What you need to do: Using the entries that follow, collect the lines where the word "path" appears.

**********

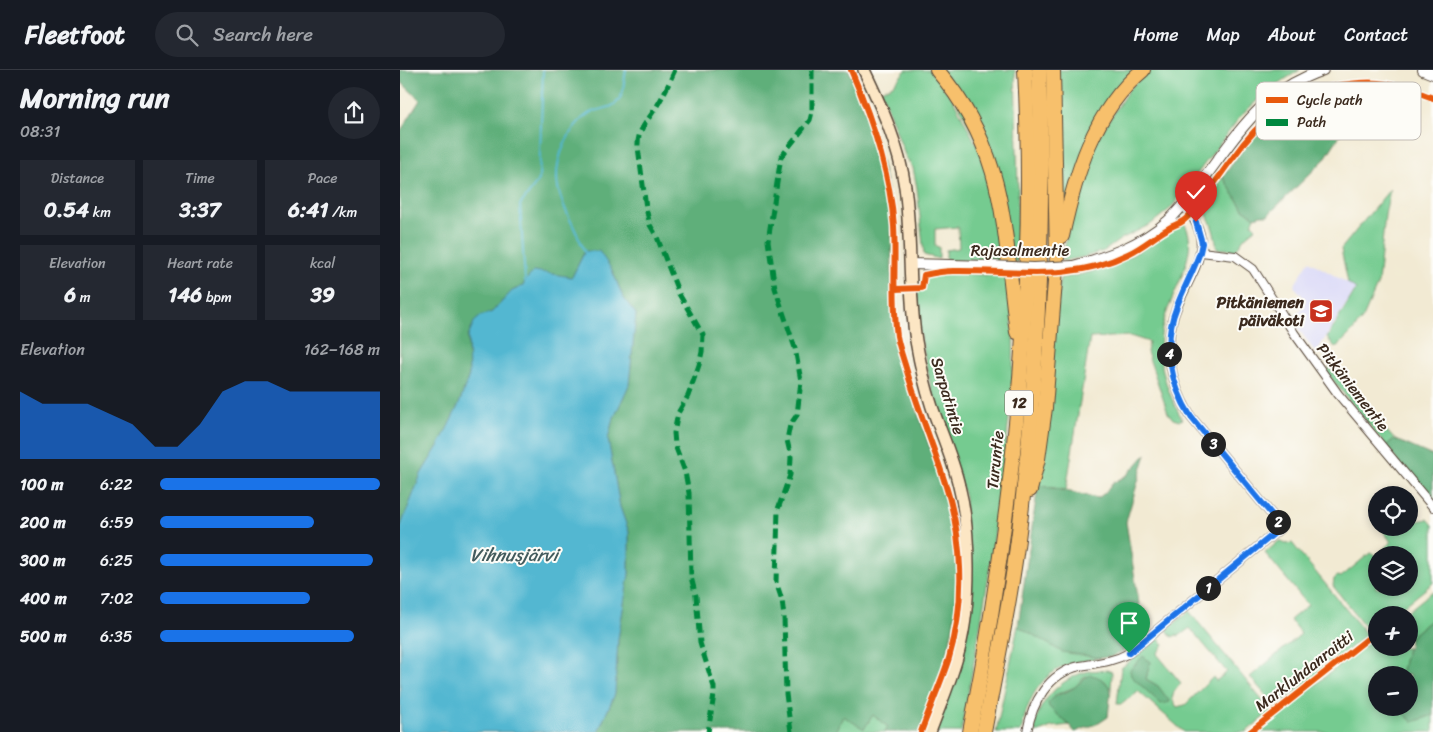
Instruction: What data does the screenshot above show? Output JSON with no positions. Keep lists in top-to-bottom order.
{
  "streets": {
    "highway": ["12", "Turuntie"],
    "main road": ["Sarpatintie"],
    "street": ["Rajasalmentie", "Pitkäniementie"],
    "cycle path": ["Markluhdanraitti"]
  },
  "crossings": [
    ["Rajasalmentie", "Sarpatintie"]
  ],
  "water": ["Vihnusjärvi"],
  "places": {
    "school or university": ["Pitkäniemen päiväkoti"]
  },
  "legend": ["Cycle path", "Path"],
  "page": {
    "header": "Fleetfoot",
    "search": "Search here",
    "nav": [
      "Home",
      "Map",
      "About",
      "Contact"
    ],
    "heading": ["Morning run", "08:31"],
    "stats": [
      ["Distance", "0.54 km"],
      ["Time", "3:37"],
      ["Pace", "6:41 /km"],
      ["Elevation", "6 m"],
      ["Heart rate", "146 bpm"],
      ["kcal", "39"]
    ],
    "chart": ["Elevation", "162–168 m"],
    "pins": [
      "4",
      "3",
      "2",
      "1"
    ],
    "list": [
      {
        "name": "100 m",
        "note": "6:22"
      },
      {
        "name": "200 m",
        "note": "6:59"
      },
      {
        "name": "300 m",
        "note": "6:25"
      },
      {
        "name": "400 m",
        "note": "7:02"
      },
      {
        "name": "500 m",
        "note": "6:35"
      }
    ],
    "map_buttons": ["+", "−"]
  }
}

**********

Output below:
    "cycle path": ["Markluhdanraitti"]
  "legend": ["Cycle path", "Path"],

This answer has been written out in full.